Acrylic on masonite 19x22"
  For the first time, last week I could not bring myself to respect the work of someone prominent in the world of art. Or rather, was stunned at the fact that, whether distasteful, shocking or not, the work of this well known individual (whom I choose not to name as the foundation to his success is infamy) is widely considered to have artistic merit, if only to raise the question of what art really is.
  Truthfully, it wasn't the work itself that shocked me most, it was my reflection on my initial reaction to his work that came as a bigger surprise. Up until last week, I had been able to respect anything essentially artistic, even in a minute way. Without fail, I could find something worth my attention in a piece out of respect to the individual that, however mundane, had created something in his or her own image. But the work I was asked to look at and react to was pointlessly violent. It was created without satisfactory justification to the death it inflicted. So I painted about it without really thinking.

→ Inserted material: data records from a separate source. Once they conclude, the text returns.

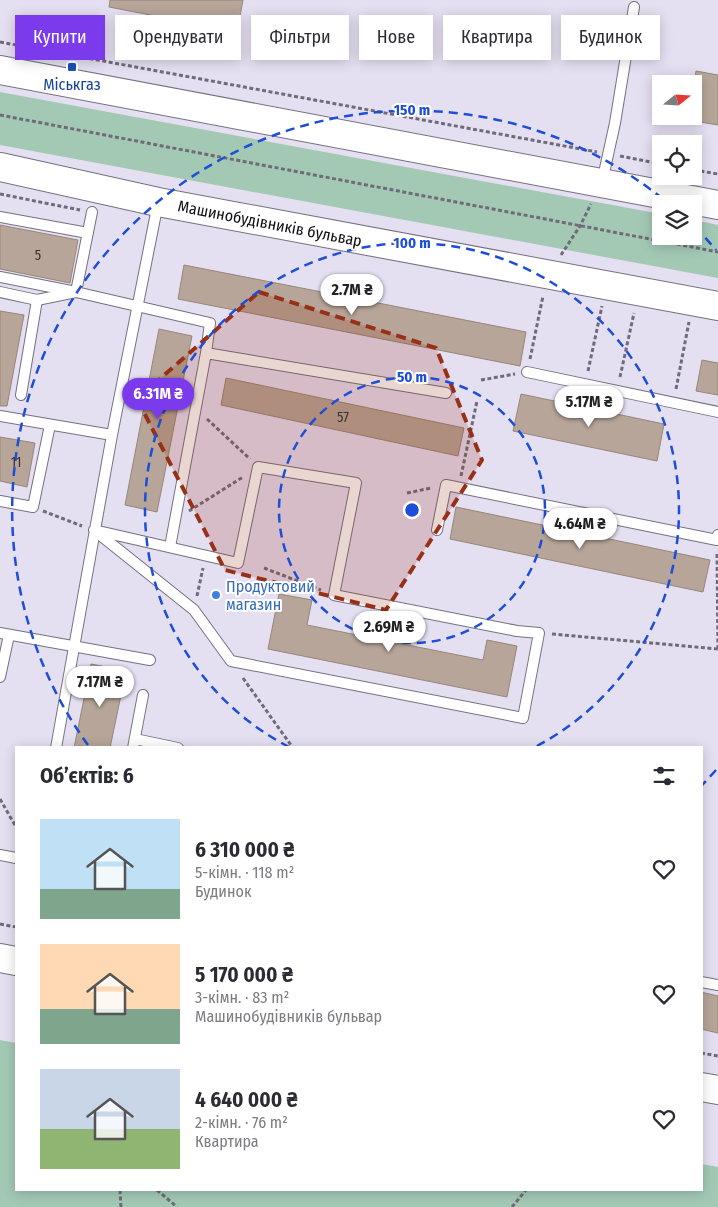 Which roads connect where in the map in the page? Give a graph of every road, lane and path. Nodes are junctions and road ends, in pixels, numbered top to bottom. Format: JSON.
{"nodes":[{"id":1,"x":634,"y":7,"type":"dead end"},
{"id":2,"x":0,"y":42,"type":"edge"},
{"id":3,"x":0,"y":70,"type":"edge"},
{"id":4,"x":0,"y":115,"type":"edge"},
{"id":5,"x":609,"y":154,"type":"junction"},
{"id":6,"x":652,"y":162,"type":"edge"},
{"id":7,"x":0,"y":167,"type":"edge"},
{"id":8,"x":702,"y":171,"type":"edge"},
{"id":9,"x":718,"y":174,"type":"edge"},
{"id":10,"x":602,"y":184,"type":"junction"},
{"id":11,"x":158,"y":202,"type":"junction"},
{"id":12,"x":718,"y":205,"type":"edge"},
{"id":13,"x":92,"y":212,"type":"dead end"},
{"id":14,"x":0,"y":216,"type":"edge"},
{"id":15,"x":580,"y":226,"type":"junction"},
{"id":16,"x":88,"y":233,"type":"junction"},
{"id":17,"x":718,"y":252,"type":"edge"},
{"id":18,"x":548,"y":275,"type":"junction"},
{"id":19,"x":0,"y":277,"type":"edge"},
{"id":20,"x":0,"y":292,"type":"edge"},
{"id":21,"x":76,"y":292,"type":"junction"},
{"id":22,"x":38,"y":300,"type":"junction"},
{"id":23,"x":602,"y":304,"type":"dead end"},
{"id":24,"x":137,"y":305,"type":"junction"},
{"id":25,"x":718,"y":306,"type":"edge"},
{"id":26,"x":634,"y":310,"type":"dead end"},
{"id":27,"x":690,"y":320,"type":"dead end"},
{"id":28,"x":206,"y":352,"type":"junction"},
{"id":29,"x":527,"y":372,"type":"junction"},
{"id":30,"x":481,"y":380,"type":"dead end"},
{"id":31,"x":585,"y":384,"type":"junction"},
{"id":32,"x":617,"y":390,"type":"junction"},
{"id":33,"x":446,"y":393,"type":"dead end"},
{"id":34,"x":21,"y":395,"type":"dead end"},
{"id":35,"x":477,"y":401,"type":"dead end"},
{"id":36,"x":673,"y":402,"type":"junction"},
{"id":37,"x":196,"y":408,"type":"junction"},
{"id":38,"x":718,"y":412,"type":"edge"},
{"id":39,"x":0,"y":416,"type":"edge"},
{"id":40,"x":50,"y":426,"type":"junction"},
{"id":41,"x":112,"y":435,"type":"junction"},
{"id":42,"x":258,"y":467,"type":"junction"},
{"id":43,"x":446,"y":485,"type":"junction"},
{"id":44,"x":459,"y":487,"type":"junction"},
{"id":45,"x":407,"y":493,"type":"dead end"},
{"id":46,"x":0,"y":501,"type":"edge"},
{"id":47,"x":33,"y":507,"type":"junction"},
{"id":48,"x":175,"y":520,"type":"junction"},
{"id":49,"x":94,"y":530,"type":"junction"},
{"id":50,"x":437,"y":530,"type":"dead end"},
{"id":51,"x":717,"y":538,"type":"edge"},
{"id":52,"x":170,"y":547,"type":"junction"},
{"id":53,"x":206,"y":555,"type":"junction"},
{"id":54,"x":264,"y":568,"type":"dead end"},
{"id":55,"x":334,"y":595,"type":"junction"},
{"id":56,"x":194,"y":610,"type":"junction"},
{"id":57,"x":539,"y":633,"type":"junction"},
{"id":58,"x":4,"y":634,"type":"edge"},
{"id":59,"x":74,"y":647,"type":"junction"},
{"id":60,"x":718,"y":650,"type":"edge"},
{"id":61,"x":150,"y":660,"type":"dead end"},
{"id":62,"x":231,"y":661,"type":"junction"},
{"id":63,"x":0,"y":677,"type":"edge"},
{"id":64,"x":143,"y":695,"type":"dead end"},
{"id":65,"x":134,"y":743,"type":"edge"},
{"id":66,"x":56,"y":746,"type":"edge"},
{"id":67,"x":160,"y":746,"type":"edge"},
{"id":68,"x":293,"y":746,"type":"edge"},
{"id":69,"x":0,"y":799,"type":"edge"},
{"id":70,"x":15,"y":825,"type":"edge"},
{"id":71,"x":0,"y":855,"type":"edge"},
{"id":72,"x":15,"y":858,"type":"edge"},
{"id":73,"x":0,"y":924,"type":"edge"},
{"id":74,"x":15,"y":927,"type":"edge"},
{"id":75,"x":0,"y":958,"type":"edge"},
{"id":76,"x":15,"y":961,"type":"edge"},
{"id":77,"x":703,"y":982,"type":"edge"},
{"id":78,"x":718,"y":985,"type":"edge"},
{"id":79,"x":703,"y":1053,"type":"edge"},
{"id":80,"x":718,"y":1056,"type":"edge"},
{"id":81,"x":703,"y":1087,"type":"edge"},
{"id":82,"x":718,"y":1090,"type":"edge"},
{"id":83,"x":120,"y":1191,"type":"edge"},
{"id":84,"x":158,"y":1191,"type":"edge"},
{"id":85,"x":525,"y":1191,"type":"edge"},
{"id":86,"x":121,"y":1207,"type":"edge"},
{"id":87,"x":177,"y":1207,"type":"edge"},
{"id":88,"x":512,"y":1207,"type":"edge"}],
"edges":[{"from":1,"to":5,"type":"lane"},
{"from":2,"to":5,"type":"path"},
{"from":3,"to":10,"type":"street"},
{"from":4,"to":15,"type":"path"},
{"from":5,"to":6,"type":"path"},
{"from":5,"to":10,"type":"lane"},
{"from":7,"to":11,"type":"street","name":"Машинобудівників бульвар"},
{"from":8,"to":9,"type":"path"},
{"from":10,"to":12,"type":"street"},
{"from":10,"to":15,"type":"path"},
{"from":11,"to":18,"type":"street","name":"Машинобудівників бульвар"},
{"from":11,"to":24,"type":"lane"},
{"from":13,"to":16,"type":"lane"},
{"from":14,"to":16,"type":"lane"},
{"from":15,"to":17,"type":"path"},
{"from":15,"to":18,"type":"path"},
{"from":16,"to":21,"type":"lane"},
{"from":18,"to":25,"type":"street","name":"Машинобудівників бульвар"},
{"from":18,"to":29,"type":"path"},
{"from":19,"to":21,"type":"lane"},
{"from":20,"to":22,"type":"lane"},
{"from":21,"to":22,"type":"lane"},
{"from":21,"to":24,"type":"lane"},
{"from":22,"to":34,"type":"lane"},
{"from":23,"to":31,"type":"path"},
{"from":24,"to":28,"type":"lane"},
{"from":24,"to":41,"type":"lane"},
{"from":26,"to":32,"type":"path"},
{"from":27,"to":36,"type":"path"},
{"from":28,"to":33,"type":"lane"},
{"from":28,"to":37,"type":"lane"},
{"from":29,"to":30,"type":"path"},
{"from":29,"to":31,"type":"lane"},
{"from":31,"to":32,"type":"lane"},
{"from":32,"to":36,"type":"lane"},
{"from":35,"to":44,"type":"path"},
{"from":36,"to":38,"type":"lane"},
{"from":37,"to":42,"type":"path"},
{"from":37,"to":48,"type":"lane"},
{"from":39,"to":40,"type":"lane"},
{"from":40,"to":41,"type":"lane"},
{"from":40,"to":47,"type":"lane"},
{"from":41,"to":49,"type":"lane"},
{"from":42,"to":48,"type":"path"},
{"from":42,"to":53,"type":"lane"},
{"from":42,"to":55,"type":"lane"},
{"from":43,"to":44,"type":"lane"},
{"from":43,"to":45,"type":"path"},
{"from":43,"to":50,"type":"lane"},
{"from":44,"to":51,"type":"lane"},
{"from":46,"to":47,"type":"lane"},
{"from":47,"to":49,"type":"path"},
{"from":48,"to":52,"type":"lane"},
{"from":49,"to":52,"type":"lane"},
{"from":49,"to":56,"type":"lane"},
{"from":49,"to":59,"type":"lane"},
{"from":51,"to":60,"type":"path"},
{"from":52,"to":53,"type":"lane"},
{"from":53,"to":56,"type":"path"},
{"from":54,"to":55,"type":"path"},
{"from":55,"to":57,"type":"lane"},
{"from":56,"to":62,"type":"lane"},
{"from":57,"to":60,"type":"path"},
{"from":57,"to":62,"type":"lane"},
{"from":58,"to":59,"type":"lane"},
{"from":58,"to":63,"type":"lane"},
{"from":59,"to":61,"type":"lane"},
{"from":59,"to":66,"type":"lane"},
{"from":62,"to":68,"type":"path"},
{"from":64,"to":65,"type":"lane"},
{"from":65,"to":67,"type":"lane"},
{"from":69,"to":70,"type":"path"},
{"from":71,"to":72,"type":"lane"},
{"from":73,"to":74,"type":"path"},
{"from":75,"to":76,"type":"street"},
{"from":77,"to":78,"type":"lane"},
{"from":79,"to":80,"type":"path"},
{"from":81,"to":82,"type":"street"},
{"from":83,"to":86,"type":"path"},
{"from":84,"to":87,"type":"path"},
{"from":85,"to":88,"type":"path"}]}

  I guess I've begun to welcome intuitive acts back into my work. The people in this studio have helped me unknowingly with that. For the first two years of my education in design, I had been taught to think, and not feel. I strove to make images that advertised my intelligence instead of my intuition. But most images are looked at intuitively by the viewer, so something created intuitively is like a reciprocal high five. No one wants to high five a formal handshake. A successful image should sting your face in a way that seems like masochism.